Today Flows from Yesterday, Without Labels
This post was originally published on the Bookview Cafe blog in 2013.
We humans love our boundaries. Between nations, between states, between property. So important to know where you end and I begin, not?
But in history, maybe not so useful. When I was taking history classes, there was a tendency to teach historical periods and eras, as if the Plantagenets filed out in an orderly fashion one day, the Tudors clocked in, and everything–clothes, art, technology, politics–changed right then. But history isn’t a single timeline, there are huge overlaps, some of which can take me by surprise.

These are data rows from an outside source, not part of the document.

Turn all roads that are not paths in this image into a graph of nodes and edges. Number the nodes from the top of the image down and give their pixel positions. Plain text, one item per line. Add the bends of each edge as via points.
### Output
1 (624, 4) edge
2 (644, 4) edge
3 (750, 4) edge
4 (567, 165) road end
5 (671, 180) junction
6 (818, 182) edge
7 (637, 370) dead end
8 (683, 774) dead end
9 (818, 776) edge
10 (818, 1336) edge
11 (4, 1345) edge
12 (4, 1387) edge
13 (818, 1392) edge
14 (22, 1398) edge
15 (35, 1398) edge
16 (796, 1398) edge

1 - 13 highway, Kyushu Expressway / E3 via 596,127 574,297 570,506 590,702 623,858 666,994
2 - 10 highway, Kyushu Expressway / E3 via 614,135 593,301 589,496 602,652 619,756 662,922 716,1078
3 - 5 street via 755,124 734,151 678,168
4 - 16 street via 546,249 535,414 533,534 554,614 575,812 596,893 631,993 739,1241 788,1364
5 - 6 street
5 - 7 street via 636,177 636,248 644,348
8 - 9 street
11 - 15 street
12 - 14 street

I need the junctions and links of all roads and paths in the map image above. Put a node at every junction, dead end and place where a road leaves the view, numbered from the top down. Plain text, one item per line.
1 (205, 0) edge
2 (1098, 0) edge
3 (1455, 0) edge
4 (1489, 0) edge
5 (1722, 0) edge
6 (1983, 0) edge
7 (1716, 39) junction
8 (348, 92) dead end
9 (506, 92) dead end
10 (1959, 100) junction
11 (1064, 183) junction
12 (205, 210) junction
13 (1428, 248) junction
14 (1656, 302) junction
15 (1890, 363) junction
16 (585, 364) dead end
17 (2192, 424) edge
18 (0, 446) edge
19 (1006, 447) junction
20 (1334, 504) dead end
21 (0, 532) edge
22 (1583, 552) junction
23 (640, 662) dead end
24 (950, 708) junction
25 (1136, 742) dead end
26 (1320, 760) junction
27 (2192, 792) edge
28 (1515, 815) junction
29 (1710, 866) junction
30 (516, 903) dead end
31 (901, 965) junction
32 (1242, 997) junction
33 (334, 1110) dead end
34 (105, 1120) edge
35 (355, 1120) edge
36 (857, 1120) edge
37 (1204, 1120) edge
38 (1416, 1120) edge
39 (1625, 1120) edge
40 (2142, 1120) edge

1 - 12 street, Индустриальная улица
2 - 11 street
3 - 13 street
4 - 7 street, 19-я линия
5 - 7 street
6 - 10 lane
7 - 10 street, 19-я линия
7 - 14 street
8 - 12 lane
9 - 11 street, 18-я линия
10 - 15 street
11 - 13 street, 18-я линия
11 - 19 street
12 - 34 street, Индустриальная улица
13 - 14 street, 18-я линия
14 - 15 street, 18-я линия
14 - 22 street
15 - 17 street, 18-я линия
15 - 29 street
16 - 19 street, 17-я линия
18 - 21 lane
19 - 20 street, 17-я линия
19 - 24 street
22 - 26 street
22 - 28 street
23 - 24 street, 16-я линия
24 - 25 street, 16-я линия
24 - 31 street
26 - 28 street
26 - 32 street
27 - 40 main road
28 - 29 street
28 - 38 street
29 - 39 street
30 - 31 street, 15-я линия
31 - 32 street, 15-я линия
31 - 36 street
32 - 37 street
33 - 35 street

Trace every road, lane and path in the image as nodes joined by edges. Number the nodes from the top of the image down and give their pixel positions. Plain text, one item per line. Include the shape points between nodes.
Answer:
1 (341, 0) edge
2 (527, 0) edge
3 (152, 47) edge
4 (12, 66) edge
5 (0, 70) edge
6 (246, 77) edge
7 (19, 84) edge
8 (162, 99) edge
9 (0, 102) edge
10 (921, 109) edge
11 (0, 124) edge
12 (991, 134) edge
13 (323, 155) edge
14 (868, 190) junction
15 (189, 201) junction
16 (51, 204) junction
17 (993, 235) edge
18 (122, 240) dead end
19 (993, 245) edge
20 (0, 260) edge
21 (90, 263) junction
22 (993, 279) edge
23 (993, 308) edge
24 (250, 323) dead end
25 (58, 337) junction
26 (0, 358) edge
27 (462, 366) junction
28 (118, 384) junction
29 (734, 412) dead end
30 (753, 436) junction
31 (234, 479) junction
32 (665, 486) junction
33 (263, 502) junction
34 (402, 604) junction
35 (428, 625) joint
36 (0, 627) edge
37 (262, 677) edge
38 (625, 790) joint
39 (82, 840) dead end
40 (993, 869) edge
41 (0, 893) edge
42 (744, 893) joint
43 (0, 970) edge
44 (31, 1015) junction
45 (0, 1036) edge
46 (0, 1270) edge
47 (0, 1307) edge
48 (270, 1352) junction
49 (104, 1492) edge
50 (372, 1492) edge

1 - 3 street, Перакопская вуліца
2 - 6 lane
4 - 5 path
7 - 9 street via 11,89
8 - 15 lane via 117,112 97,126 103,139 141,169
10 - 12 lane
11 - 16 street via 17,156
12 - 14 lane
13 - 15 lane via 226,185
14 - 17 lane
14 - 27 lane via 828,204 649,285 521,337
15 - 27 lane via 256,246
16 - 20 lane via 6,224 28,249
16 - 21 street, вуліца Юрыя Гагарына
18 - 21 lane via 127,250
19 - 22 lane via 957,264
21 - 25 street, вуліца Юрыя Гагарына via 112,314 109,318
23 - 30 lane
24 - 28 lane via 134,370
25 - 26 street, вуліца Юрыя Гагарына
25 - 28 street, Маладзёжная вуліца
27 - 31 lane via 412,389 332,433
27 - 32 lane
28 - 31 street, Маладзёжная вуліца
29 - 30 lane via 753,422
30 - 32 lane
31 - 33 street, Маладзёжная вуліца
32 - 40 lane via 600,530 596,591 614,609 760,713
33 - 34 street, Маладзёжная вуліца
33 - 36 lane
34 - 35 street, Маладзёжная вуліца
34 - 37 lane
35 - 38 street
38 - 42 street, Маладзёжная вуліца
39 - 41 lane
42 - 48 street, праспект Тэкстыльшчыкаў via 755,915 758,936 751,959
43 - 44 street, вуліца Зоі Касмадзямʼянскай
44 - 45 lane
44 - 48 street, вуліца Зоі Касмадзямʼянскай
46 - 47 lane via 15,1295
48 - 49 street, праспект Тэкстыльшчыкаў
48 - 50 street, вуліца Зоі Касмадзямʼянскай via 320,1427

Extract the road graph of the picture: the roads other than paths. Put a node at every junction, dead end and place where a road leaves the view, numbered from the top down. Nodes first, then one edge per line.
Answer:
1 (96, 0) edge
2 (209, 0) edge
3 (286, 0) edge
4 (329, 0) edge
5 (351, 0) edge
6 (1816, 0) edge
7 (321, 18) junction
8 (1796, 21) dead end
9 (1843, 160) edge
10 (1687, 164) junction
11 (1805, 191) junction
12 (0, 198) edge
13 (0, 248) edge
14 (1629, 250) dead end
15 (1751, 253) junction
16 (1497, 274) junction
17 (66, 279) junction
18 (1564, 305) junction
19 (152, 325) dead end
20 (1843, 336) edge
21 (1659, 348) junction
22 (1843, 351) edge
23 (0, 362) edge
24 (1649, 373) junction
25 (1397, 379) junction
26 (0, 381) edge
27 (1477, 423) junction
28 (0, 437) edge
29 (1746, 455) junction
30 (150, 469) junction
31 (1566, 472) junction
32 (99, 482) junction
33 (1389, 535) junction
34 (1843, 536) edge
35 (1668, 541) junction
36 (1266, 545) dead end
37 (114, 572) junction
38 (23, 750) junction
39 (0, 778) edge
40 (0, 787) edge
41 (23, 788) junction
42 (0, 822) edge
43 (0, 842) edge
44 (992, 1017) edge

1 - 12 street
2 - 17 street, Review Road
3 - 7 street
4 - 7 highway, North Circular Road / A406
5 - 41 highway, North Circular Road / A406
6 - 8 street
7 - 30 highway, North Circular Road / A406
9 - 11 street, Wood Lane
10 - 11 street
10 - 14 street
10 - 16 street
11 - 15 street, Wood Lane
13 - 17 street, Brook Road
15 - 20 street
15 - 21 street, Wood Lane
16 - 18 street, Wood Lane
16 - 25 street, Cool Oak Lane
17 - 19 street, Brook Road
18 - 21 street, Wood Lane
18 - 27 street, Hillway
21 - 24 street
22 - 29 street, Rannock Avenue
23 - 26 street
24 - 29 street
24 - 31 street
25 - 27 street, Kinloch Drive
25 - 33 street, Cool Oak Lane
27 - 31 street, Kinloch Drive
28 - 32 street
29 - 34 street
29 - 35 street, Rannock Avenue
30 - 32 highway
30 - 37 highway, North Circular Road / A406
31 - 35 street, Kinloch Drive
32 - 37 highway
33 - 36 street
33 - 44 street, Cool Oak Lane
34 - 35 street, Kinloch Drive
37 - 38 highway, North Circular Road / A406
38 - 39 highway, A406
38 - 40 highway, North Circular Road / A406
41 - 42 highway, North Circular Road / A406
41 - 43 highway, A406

For instance the dapper fellow in the photo? That’s Wyatt Earp, of the O.K. Corral: major character in the American saga of The Wild West. After Tombstone he moved to California where, among other things, he was a consultant to the film industry; he and western star Tom Mix were great friends. Earp died in 1929, well into the era of electricity, cars, flight.
Sometimes I’m asked when the Regency was. There’s a simple and accurate answer: the Regency began in 1811, when Parliament enacted the Regency Bill and the Prince of Wales became a stand-in for his father George III. It ended in 1820, when George III died and the Prince of Wales became king.
But in discussing the Regency, particularly when talking about fiction, the period is a more squishy, pliable thing. For convenience’s sake, I’d say it was roughly 1795-1825, the era of England’s involvement with Napoleon; the point when the Empire style was at its height; the Romantic movement was in full blast; and technology was beginning to make serious inroads in daily life. But from another vantage point, the Regency is just a subset of the Georgian era, a blip on the way from the Enlightenment to the Victorians. It all depends where you draw the lines. And frankly, the lines didn’t matter as much if you were at the lower end of the economic spectrum: things don’t change as fast when you’re scrabbling for dinner and all your money goes for necessities rather than a new gown.
It’s easy to forget that while some people were living what we would consider a medieval life, others were smack dab in the middle of the Renaissance. To me one of the most arresting scenes in The Return of Martin Guerre (a lovely French film from a few decades ago) is at the trial, when there are the nice medieval peasants and the clergy and lawyers, all in their robes of office–and there in the audience are people who would not look out of place in the court of James I. My initial belief in my own historical knowledge (oh, I know when this is!) was knocked askew. In the same way, I love the film versions of Austen in which women are wearing clothes from several different eras–from the older woman who is still wearing a highly structured gown from 1795 to the young woman whose gown is the latest cry: high waisted, sheer fabric, Romantic draping. It reminds me that many women didn’t toss out the old gowns–they wore them, or tore them apart and remade them–because fabric and labor were not cheap. And that no one was sitting there thinking, “well, I’d better rethink my wardrobe, because we’re transitioning into the Regency, and these old rags will simply look like they belong to another era.”
My daughter has been watching Mad Men from the beginning of the series. I mentioned that (because my father worked on Madison Avenue in the 50s and 60s) it all looked rather familiar to me. And this launched us into a discussion about eras, and how you know when you’re in one. And of course, you don’t. At the time, it just seems like today is an extension of yesterday, and tomorrow will flow right out of today. At the time, even fringed suede vests seemed like the thing to do.